Ineffective Assistance of Counsel

          In his third point of error, appellant contends that he received ineffective assistance of counsel at the guilt-innocence phase of trial because his counsel (1) failed to object to the opinion of a lay witness, Mary Beth Smith, during cross-examination that appellant was guilty; (2) failed to ascertain, on cross-examination, whether Smith had violated “the rule”; and (3) bolstered, by his continued cross-examination, Smith’s harmful testimony.

          The standard of review for evaluating claims of ineffective assistance of counsel is set forth in Strickland v. Washington, 466 U.S. 668, 687-96, 104 S. Ct. 2052, 2064-69 (1984). Thompson v. State, 9 S.W.3d 808, 812 (Tex. Crim. App. 1999); Hernandez v. State, 988 S.W.2d 770, 772, 774 (Tex. Crim. App. 1999) (applying Strickland standard at punishment phase of non-capital trial). Appellant must show both that (1) counsel’s performance was so deficient that he was not functioning as acceptable counsel under the Sixth Amendment and (2) there is a reasonable probability that, but for counsel’s error or omission, the result of the proceedings would have been different, i.e., the error or omission was sufficient to undermine confidence in the proceeding’s outcome. Strickland, 466 U.S. at 687-96, 104 S. Ct. at 2064-69. The constitutional right to counsel does not mean the right to errorless counsel. See Saylor v. State, 660 S.W.2d 822, 824 (Tex. Crim. App. 1983). In determining whether counsel was ineffective, we consider the totality of the circumstances of the particular case. Thompson, 9 S.W.3d at 813.

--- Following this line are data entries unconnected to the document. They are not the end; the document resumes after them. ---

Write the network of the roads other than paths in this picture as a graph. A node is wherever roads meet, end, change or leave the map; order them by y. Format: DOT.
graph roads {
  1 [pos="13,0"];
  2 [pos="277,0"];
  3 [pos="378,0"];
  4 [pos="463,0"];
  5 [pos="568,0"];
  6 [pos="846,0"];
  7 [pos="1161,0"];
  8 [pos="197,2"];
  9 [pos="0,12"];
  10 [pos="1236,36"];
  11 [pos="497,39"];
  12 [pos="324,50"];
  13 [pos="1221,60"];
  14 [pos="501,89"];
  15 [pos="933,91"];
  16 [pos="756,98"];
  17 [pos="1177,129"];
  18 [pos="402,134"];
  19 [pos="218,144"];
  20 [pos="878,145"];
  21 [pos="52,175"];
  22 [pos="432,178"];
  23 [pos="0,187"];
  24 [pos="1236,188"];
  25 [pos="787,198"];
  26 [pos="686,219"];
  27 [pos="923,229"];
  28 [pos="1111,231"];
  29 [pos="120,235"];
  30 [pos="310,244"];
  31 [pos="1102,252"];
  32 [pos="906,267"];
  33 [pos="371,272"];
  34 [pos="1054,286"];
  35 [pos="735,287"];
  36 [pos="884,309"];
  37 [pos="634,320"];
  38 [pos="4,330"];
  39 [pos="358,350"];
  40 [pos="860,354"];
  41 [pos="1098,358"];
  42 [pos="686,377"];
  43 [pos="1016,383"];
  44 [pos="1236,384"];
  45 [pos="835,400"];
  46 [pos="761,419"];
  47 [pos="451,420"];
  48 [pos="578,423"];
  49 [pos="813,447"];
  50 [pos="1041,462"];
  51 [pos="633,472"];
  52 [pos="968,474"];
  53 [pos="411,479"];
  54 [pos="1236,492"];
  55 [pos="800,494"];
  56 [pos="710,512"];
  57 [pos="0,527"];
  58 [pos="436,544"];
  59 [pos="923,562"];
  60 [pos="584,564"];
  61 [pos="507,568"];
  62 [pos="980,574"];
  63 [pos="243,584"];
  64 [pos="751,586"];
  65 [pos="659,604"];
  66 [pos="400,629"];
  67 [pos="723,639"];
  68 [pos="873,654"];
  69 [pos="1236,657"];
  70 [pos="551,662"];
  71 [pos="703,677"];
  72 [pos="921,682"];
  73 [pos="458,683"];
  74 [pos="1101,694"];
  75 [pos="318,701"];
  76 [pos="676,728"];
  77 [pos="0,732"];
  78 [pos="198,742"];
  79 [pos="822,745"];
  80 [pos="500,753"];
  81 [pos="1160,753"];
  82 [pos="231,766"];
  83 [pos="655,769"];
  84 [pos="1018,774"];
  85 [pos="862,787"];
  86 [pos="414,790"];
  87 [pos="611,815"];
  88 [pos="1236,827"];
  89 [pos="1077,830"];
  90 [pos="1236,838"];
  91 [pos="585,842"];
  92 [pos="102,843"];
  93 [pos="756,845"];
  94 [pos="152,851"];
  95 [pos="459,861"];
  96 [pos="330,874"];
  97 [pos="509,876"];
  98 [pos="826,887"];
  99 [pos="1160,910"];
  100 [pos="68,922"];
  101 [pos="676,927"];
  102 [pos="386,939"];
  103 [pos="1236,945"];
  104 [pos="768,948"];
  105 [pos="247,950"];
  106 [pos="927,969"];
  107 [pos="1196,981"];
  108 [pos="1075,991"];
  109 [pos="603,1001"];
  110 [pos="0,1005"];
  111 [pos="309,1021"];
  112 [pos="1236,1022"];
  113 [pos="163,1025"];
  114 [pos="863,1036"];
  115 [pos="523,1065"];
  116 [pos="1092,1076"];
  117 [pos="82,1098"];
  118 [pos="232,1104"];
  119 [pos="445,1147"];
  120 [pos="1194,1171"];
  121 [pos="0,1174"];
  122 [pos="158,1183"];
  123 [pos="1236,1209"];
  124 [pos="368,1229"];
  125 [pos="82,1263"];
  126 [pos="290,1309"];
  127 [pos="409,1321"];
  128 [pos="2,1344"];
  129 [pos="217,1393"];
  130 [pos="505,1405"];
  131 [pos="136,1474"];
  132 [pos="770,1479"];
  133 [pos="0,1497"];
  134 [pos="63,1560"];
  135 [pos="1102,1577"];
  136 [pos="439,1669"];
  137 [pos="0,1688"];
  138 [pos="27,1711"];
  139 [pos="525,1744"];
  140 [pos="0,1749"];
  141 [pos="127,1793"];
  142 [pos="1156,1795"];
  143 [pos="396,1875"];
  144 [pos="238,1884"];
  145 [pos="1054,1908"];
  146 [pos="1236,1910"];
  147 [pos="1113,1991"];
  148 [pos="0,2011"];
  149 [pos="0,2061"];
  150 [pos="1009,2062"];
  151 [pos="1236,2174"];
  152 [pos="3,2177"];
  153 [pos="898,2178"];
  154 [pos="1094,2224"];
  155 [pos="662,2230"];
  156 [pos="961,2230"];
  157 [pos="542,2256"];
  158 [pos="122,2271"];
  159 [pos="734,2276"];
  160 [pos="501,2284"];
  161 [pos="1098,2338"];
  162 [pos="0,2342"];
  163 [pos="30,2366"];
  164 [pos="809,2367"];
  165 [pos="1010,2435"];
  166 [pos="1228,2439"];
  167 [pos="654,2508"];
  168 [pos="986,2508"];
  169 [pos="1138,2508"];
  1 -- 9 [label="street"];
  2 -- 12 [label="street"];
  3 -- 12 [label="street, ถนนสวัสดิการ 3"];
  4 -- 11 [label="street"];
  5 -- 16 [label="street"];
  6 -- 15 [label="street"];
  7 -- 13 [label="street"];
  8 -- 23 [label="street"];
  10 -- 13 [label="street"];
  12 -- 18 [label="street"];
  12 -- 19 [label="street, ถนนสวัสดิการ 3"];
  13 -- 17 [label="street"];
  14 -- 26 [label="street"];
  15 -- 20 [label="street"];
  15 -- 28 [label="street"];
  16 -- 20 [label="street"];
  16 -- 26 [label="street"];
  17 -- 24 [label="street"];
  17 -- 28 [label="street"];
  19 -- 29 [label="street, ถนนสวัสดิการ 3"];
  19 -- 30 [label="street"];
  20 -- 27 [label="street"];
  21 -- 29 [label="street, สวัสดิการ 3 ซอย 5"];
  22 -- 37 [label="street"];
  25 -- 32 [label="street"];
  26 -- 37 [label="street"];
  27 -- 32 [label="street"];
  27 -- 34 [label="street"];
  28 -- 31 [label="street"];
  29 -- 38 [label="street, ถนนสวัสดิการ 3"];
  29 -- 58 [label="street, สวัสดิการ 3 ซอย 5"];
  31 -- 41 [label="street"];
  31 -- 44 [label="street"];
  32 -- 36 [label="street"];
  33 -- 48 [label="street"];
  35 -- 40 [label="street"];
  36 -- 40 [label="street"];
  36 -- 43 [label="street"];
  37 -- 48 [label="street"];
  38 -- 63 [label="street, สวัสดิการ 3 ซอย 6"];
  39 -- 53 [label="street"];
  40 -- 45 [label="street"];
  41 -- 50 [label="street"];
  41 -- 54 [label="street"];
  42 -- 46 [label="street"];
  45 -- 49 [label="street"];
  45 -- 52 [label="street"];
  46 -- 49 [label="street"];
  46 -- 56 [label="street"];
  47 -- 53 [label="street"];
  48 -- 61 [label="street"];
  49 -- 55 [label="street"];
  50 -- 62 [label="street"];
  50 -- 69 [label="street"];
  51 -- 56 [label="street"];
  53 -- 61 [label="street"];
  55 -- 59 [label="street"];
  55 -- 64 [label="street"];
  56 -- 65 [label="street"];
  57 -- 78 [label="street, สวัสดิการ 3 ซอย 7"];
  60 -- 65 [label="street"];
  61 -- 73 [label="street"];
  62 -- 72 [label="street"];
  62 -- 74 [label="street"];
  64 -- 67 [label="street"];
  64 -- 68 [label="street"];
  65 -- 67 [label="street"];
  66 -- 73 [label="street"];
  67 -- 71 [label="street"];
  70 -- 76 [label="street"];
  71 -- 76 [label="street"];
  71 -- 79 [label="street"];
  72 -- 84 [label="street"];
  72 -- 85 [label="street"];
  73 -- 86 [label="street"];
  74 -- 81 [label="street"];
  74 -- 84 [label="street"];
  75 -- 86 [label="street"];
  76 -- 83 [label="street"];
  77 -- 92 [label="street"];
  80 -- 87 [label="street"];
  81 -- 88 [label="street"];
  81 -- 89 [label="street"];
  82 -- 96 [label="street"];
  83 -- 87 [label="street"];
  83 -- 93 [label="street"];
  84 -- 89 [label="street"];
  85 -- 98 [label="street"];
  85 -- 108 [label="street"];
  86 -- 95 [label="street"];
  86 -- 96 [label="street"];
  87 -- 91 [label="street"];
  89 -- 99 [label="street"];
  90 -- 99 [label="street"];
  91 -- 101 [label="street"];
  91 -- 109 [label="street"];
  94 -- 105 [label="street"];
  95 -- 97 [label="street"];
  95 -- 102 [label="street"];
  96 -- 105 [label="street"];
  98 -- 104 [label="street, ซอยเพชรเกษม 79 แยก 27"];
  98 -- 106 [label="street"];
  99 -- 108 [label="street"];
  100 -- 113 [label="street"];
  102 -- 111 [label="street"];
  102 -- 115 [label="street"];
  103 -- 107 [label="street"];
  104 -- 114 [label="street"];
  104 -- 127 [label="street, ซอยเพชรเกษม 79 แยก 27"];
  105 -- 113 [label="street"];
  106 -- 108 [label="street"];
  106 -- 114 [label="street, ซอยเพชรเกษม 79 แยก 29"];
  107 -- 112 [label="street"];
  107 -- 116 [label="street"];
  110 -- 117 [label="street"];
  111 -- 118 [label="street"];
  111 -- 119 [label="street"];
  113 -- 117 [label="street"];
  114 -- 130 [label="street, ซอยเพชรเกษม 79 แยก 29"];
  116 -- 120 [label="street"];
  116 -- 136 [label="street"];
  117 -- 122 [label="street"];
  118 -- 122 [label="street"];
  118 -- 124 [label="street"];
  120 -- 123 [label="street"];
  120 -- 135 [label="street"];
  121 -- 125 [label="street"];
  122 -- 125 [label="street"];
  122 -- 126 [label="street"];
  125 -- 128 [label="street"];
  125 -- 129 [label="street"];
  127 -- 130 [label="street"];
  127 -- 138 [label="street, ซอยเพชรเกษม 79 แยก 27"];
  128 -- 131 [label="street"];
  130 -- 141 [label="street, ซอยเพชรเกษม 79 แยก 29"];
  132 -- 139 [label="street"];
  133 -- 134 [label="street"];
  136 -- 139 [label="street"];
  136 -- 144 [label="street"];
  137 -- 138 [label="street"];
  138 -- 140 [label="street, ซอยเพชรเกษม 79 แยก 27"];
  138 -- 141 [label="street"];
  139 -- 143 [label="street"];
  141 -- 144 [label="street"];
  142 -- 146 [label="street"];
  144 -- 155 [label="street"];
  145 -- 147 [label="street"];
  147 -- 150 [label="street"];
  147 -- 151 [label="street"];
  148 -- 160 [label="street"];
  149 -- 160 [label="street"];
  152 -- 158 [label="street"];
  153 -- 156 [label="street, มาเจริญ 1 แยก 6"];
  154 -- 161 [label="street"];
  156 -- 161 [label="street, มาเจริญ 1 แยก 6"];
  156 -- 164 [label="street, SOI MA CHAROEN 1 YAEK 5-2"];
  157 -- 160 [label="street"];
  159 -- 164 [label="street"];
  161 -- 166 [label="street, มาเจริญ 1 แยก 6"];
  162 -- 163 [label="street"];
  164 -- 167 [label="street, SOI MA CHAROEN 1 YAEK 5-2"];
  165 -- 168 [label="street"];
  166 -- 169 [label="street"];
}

          It is the defendant’s burden to prove ineffective assistance of counsel by a preponderance of the evidence. Id. A defendant must overcome the presumption that, under the circumstances, the challenged action might be considered sound trial strategy. Gamble v. State, 916 S.W.2d 92, 93 (Tex. App.—Houston [1st Dist.] 1996, no pet.). Assertions of ineffective assistance of counsel must be firmly founded in the record. Bone v. State, 77 S.W.3d 828, 835 (Tex. Crim. App. 2002); Gamble, 916 S.W.2d at 93. However, “in the rare case” in which the record suffices “to prove that counsel’s performance was deficient” despite the record’s silence concerning counsel’s strategy, “an appellate court should obviously address the [ineffective-assistance] claim . . . .” Robinson v. State, 16 S.W.3d 808, 813 n.7 (Tex. Crim. App. 2000).

          Nothing in the record shows counsel’s reasons for committing the complained-of act and omissions, and appellant did not file a motion for a new trial, in which counsel’s reasons could have been developed on the record. Appellant has thus failed to overcome the presumption that counsel could have had acted pursuant to sound strategy. See Gibbs v. State, 7 S.W.3d 175, 179 (Tex. App.—Houston [1st Dist.] 1999, pet. ref’d). Appellant contends that this is one of those “rare cases” in which a record silent as to counsel’s reasoning nonetheless reveals counsel’s deficiency. See Robinson, 16 S.W.3d at 813 n.7. We disagree. Counsel’s actions are not such that no reasonable trial strategy could explain them. Moreover, to the extent that appellant’s challenge concerns counsel’s failure to inquire, on cross-examination, whether Smith had violated the rule between the two days that she testified, the prosecutor expressly asked the witness, on re-direct examination, whether she had spoken with any other witnesses between the first and second times that she testified, and she testified that she had not. Accordingly, even if we could consider counsel deficient for this omission, no harm would flow from it.

          We hold that appellant has not carried his burden of proving ineffective assistance of counsel.

          We overrule appellant’s third point of error.

 

Conclusion

          We affirm the judgment of the trial court.  

 

 

Tim Taft

Justice


Panel consists of Justices Taft, Keyes, and Hanks.

Do not publish. See Tex. R. App. P. 47.2(b).